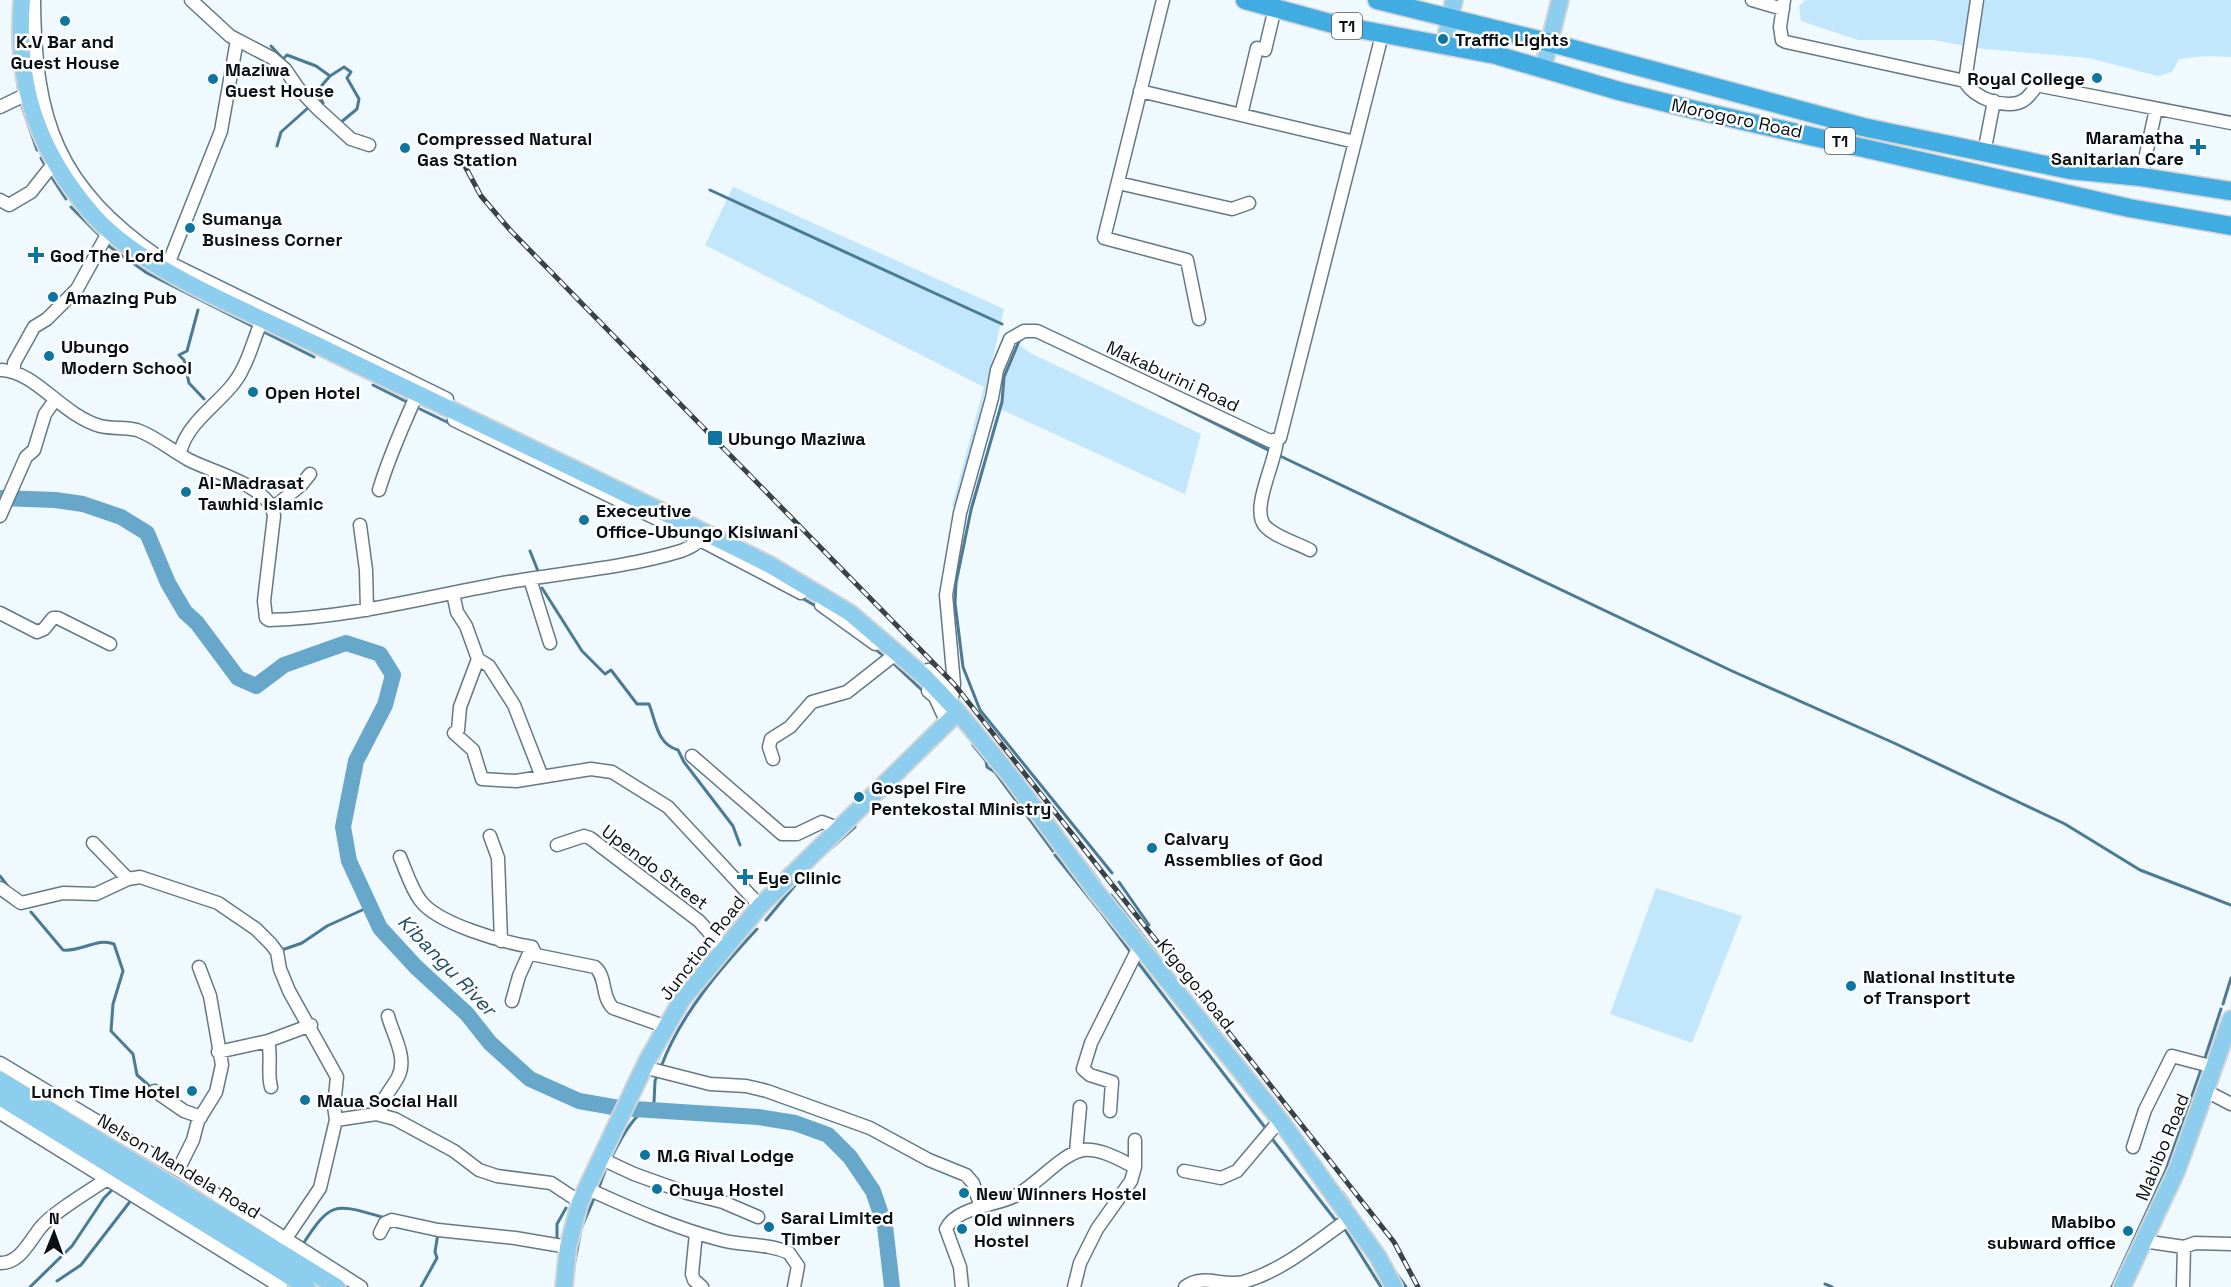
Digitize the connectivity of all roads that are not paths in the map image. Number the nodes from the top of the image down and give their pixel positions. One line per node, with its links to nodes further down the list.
1 (14, 0): 22 (street)
2 (22, 0): 22 (main road, Kigogo Road)
3 (34, 0): 40 (street)
4 (191, 0): 16 (street)
5 (1163, 0): 21 (street)
6 (1245, 0): 13 (highway, Morogoro Road / T1)
7 (1377, 0): 14 (highway, Morogoro Road / T1)
8 (1454, 0): 14 (main road)
9 (1560, 0): 17 (main road)
10 (1752, 0): 12 (street)
11 (1977, 0): 20 (street)
12 (1784, 4): 20 (street)
13 (1275, 8): 15 (highway, Morogoro Road / T1); 27 (street)
14 (1450, 18): 17 (highway, Morogoro Road / T1); 18 (main road)
15 (1383, 31): 18 (highway, Morogoro Road / T1); 29 (street)
16 (237, 40): 30 (street); 40 (street)
17 (1551, 43): 19 (main road); 31 (highway, Morogoro Road / T1)
18 (1450, 47): 19 (highway, Morogoro Road / T1)
19 (1543, 68): 38 (highway, Morogoro Road / T1)
20 (1965, 81): 23 (street)
21 (1140, 91): 27 (street); 34 (street)
22 (25, 95): 24 (street); 32 (street); 39 (main road, Kigogo Road)
23 (1994, 101): 25 (street); 31 (street)
24 (0, 107)
25 (2156, 109): 28 (street); 33 (street)
26 (2231, 110): 28 (street)
27 (1241, 115): 29 (street)
28 (2227, 122)
29 (1355, 142): 45 (street)
30 (369, 146)
31 (1984, 153): 33 (highway, Morogoro Road / T1)
32 (50, 168): 36 (street); 39 (street)
33 (2140, 177): 35 (highway, Morogoro Road / T1)
34 (1118, 183): 37 (street); 41 (street)
35 (2231, 191)
36 (0, 200)
37 (1249, 203)
38 (2231, 226)
39 (107, 234): 42 (street); 43 (main road, Kigogo Road); 44 (street)
40 (169, 262): 62 (street)
41 (1199, 319)
42 (260, 325): 43 (street); 46 (street)
43 (416, 397): 48 (street); 52 (main road, Kigogo Road)
44 (55, 400): 46 (street); 50 (street)
45 (1277, 440): 53 (street); 62 (street, Makaburini Road)
46 (174, 451): 49 (street)
47 (310, 474): 49 (street)
48 (379, 490)
49 (273, 508): 56 (street)
50 (1, 515)
51 (360, 525): 56 (street)
52 (702, 535): 54 (street); 60 (main road, Kigogo Road)
53 (1310, 550)
54 (530, 579): 55 (street); 59 (street)
55 (453, 593): 56 (street); 61 (street)
56 (367, 610)
57 (0, 614): 58 (street)
58 (110, 644)
59 (550, 644)
60 (895, 654): 62 (main road, Kigogo Road); 64 (street)
61 (478, 658): 65 (street); 65 (street)
62 (952, 708): 66 (main road, Junction Road); 75 (main road, Kigogo Road)
63 (692, 756): 66 (street)
64 (773, 759)
65 (542, 777): 73 (street)
66 (838, 828): 73 (main road, Junction Road)
67 (490, 836): 74 (street)
68 (93, 843): 71 (street)
69 (557, 845): 77 (street, Upendo Street)
70 (400, 857): 74 (street)
71 (128, 879): 72 (street); 82 (street)
72 (0, 888)
73 (760, 906): 77 (main road, Junction Road)
74 (501, 941): 76 (street)
75 (1140, 945): 96 (street); 101 (main road, Kigogo Road)
76 (532, 946): 79 (street); 83 (street)
77 (723, 948): 83 (main road, Junction Road)
78 (199, 967): 85 (street)
79 (512, 1001)
80 (388, 1016): 98 (street)
81 (2231, 1019): 87 (main road, Mabibo Road)
82 (310, 1025): 84 (street); 100 (street)
83 (664, 1031): 88 (main road, Junction Road)
84 (268, 1041): 85 (street); 90 (street)
85 (218, 1052): 99 (street)
86 (0, 1063): 107 (street)
87 (2214, 1067): 92 (main road, Mabibo Road); 103 (street)
88 (644, 1078): 105 (main road, Junction Road); 111 (street)
89 (0, 1080): 117 (main road, Nelson Mandela Road)
90 (271, 1087)
91 (155, 1090): 99 (street)
92 (2206, 1091): 94 (street); 116 (main road, Mabibo Road)
93 (0, 1097): 123 (main road, Nelson Mandela Road)
94 (2231, 1104)
95 (1080, 1107): 104 (street)
96 (1110, 1111)
97 (0, 1113): 109 (street)
98 (376, 1114): 100 (street); 110 (street)
99 (201, 1117): 107 (street)
100 (336, 1120): 117 (street)
101 (1280, 1120): 108 (street); 113 (main road, Kigogo Road)
102 (1136, 1140): 106 (street)
103 (2133, 1147)
104 (1076, 1152): 106 (street); 111 (street)
105 (599, 1165): 110 (main road); 112 (street)
106 (1135, 1167): 130 (street)
107 (178, 1170): 117 (street)
108 (1184, 1171)
109 (107, 1179): 121 (street); 122 (street)
110 (584, 1195): 115 (street); 119 (main road)
111 (981, 1208): 129 (street)
112 (758, 1216)
113 (1350, 1218): 131 (street); 132 (main road, Kigogo Road)
114 (380, 1233): 119 (street)
115 (696, 1233): 127 (street); 128 (street)
116 (2142, 1240): 120 (street); 133 (main road, Mabibo Road)
117 (281, 1244): 124 (main road, Nelson Mandela Road); 125 (street)
118 (2231, 1244): 120 (street)
119 (568, 1247): 126 (main road)
120 (2184, 1247): 134 (street)
121 (0, 1263)
122 (281, 1287)
123 (307, 1287)
124 (336, 1287)
125 (361, 1287)
126 (564, 1287)
127 (702, 1287)
128 (794, 1287)
129 (962, 1287)
130 (1074, 1287)
131 (1185, 1287)
132 (1394, 1287)
133 (2122, 1287)
134 (2184, 1287)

----------------

- **EXERCISE DESCRIPTION**
Transcribe the records in full and exactly. Pictures stay out.

- **EXERCISE SOLUTION**
Digitize the connectivity of all roads that are not paths in the map image. Number the nodes from the top of the image down and give their pixel positions. One line per node, with its links to nodes further down the list.
1 (14, 0): 22 (street)
2 (22, 0): 22 (main road, Kigogo Road)
3 (34, 0): 40 (street)
4 (191, 0): 16 (street)
5 (1163, 0): 21 (street)
6 (1245, 0): 13 (highway, Morogoro Road / T1)
7 (1377, 0): 14 (highway, Morogoro Road / T1)
8 (1454, 0): 14 (main road)
9 (1560, 0): 17 (main road)
10 (1752, 0): 12 (street)
11 (1977, 0): 20 (street)
12 (1784, 4): 20 (street)
13 (1275, 8): 15 (highway, Morogoro Road / T1); 27 (street)
14 (1450, 18): 17 (highway, Morogoro Road / T1); 18 (main road)
15 (1383, 31): 18 (highway, Morogoro Road / T1); 29 (street)
16 (237, 40): 30 (street); 40 (street)
17 (1551, 43): 19 (main road); 31 (highway, Morogoro Road / T1)
18 (1450, 47): 19 (highway, Morogoro Road / T1)
19 (1543, 68): 38 (highway, Morogoro Road / T1)
20 (1965, 81): 23 (street)
21 (1140, 91): 27 (street); 34 (street)
22 (25, 95): 24 (street); 32 (street); 39 (main road, Kigogo Road)
23 (1994, 101): 25 (street); 31 (street)
24 (0, 107)
25 (2156, 109): 28 (street); 33 (street)
26 (2231, 110): 28 (street)
27 (1241, 115): 29 (street)
28 (2227, 122)
29 (1355, 142): 45 (street)
30 (369, 146)
31 (1984, 153): 33 (highway, Morogoro Road / T1)
32 (50, 168): 36 (street); 39 (street)
33 (2140, 177): 35 (highway, Morogoro Road / T1)
34 (1118, 183): 37 (street); 41 (street)
35 (2231, 191)
36 (0, 200)
37 (1249, 203)
38 (2231, 226)
39 (107, 234): 42 (street); 43 (main road, Kigogo Road); 44 (street)
40 (169, 262): 62 (street)
41 (1199, 319)
42 (260, 325): 43 (street); 46 (street)
43 (416, 397): 48 (street); 52 (main road, Kigogo Road)
44 (55, 400): 46 (street); 50 (street)
45 (1277, 440): 53 (street); 62 (street, Makaburini Road)
46 (174, 451): 49 (street)
47 (310, 474): 49 (street)
48 (379, 490)
49 (273, 508): 56 (street)
50 (1, 515)
51 (360, 525): 56 (street)
52 (702, 535): 54 (street); 60 (main road, Kigogo Road)
53 (1310, 550)
54 (530, 579): 55 (street); 59 (street)
55 (453, 593): 56 (street); 61 (street)
56 (367, 610)
57 (0, 614): 58 (street)
58 (110, 644)
59 (550, 644)
60 (895, 654): 62 (main road, Kigogo Road); 64 (street)
61 (478, 658): 65 (street); 65 (street)
62 (952, 708): 66 (main road, Junction Road); 75 (main road, Kigogo Road)
63 (692, 756): 66 (street)
64 (773, 759)
65 (542, 777): 73 (street)
66 (838, 828): 73 (main road, Junction Road)
67 (490, 836): 74 (street)
68 (93, 843): 71 (street)
69 (557, 845): 77 (street, Upendo Street)
70 (400, 857): 74 (street)
71 (128, 879): 72 (street); 82 (street)
72 (0, 888)
73 (760, 906): 77 (main road, Junction Road)
74 (501, 941): 76 (street)
75 (1140, 945): 96 (street); 101 (main road, Kigogo Road)
76 (532, 946): 79 (street); 83 (street)
77 (723, 948): 83 (main road, Junction Road)
78 (199, 967): 85 (street)
79 (512, 1001)
80 (388, 1016): 98 (street)
81 (2231, 1019): 87 (main road, Mabibo Road)
82 (310, 1025): 84 (street); 100 (street)
83 (664, 1031): 88 (main road, Junction Road)
84 (268, 1041): 85 (street); 90 (street)
85 (218, 1052): 99 (street)
86 (0, 1063): 107 (street)
87 (2214, 1067): 92 (main road, Mabibo Road); 103 (street)
88 (644, 1078): 105 (main road, Junction Road); 111 (street)
89 (0, 1080): 117 (main road, Nelson Mandela Road)
90 (271, 1087)
91 (155, 1090): 99 (street)
92 (2206, 1091): 94 (street); 116 (main road, Mabibo Road)
93 (0, 1097): 123 (main road, Nelson Mandela Road)
94 (2231, 1104)
95 (1080, 1107): 104 (street)
96 (1110, 1111)
97 (0, 1113): 109 (street)
98 (376, 1114): 100 (street); 110 (street)
99 (201, 1117): 107 (street)
100 (336, 1120): 117 (street)
101 (1280, 1120): 108 (street); 113 (main road, Kigogo Road)
102 (1136, 1140): 106 (street)
103 (2133, 1147)
104 (1076, 1152): 106 (street); 111 (street)
105 (599, 1165): 110 (main road); 112 (street)
106 (1135, 1167): 130 (street)
107 (178, 1170): 117 (street)
108 (1184, 1171)
109 (107, 1179): 121 (street); 122 (street)
110 (584, 1195): 115 (street); 119 (main road)
111 (981, 1208): 129 (street)
112 (758, 1216)
113 (1350, 1218): 131 (street); 132 (main road, Kigogo Road)
114 (380, 1233): 119 (street)
115 (696, 1233): 127 (street); 128 (street)
116 (2142, 1240): 120 (street); 133 (main road, Mabibo Road)
117 (281, 1244): 124 (main road, Nelson Mandela Road); 125 (street)
118 (2231, 1244): 120 (street)
119 (568, 1247): 126 (main road)
120 (2184, 1247): 134 (street)
121 (0, 1263)
122 (281, 1287)
123 (307, 1287)
124 (336, 1287)
125 (361, 1287)
126 (564, 1287)
127 (702, 1287)
128 (794, 1287)
129 (962, 1287)
130 (1074, 1287)
131 (1185, 1287)
132 (1394, 1287)
133 (2122, 1287)
134 (2184, 1287)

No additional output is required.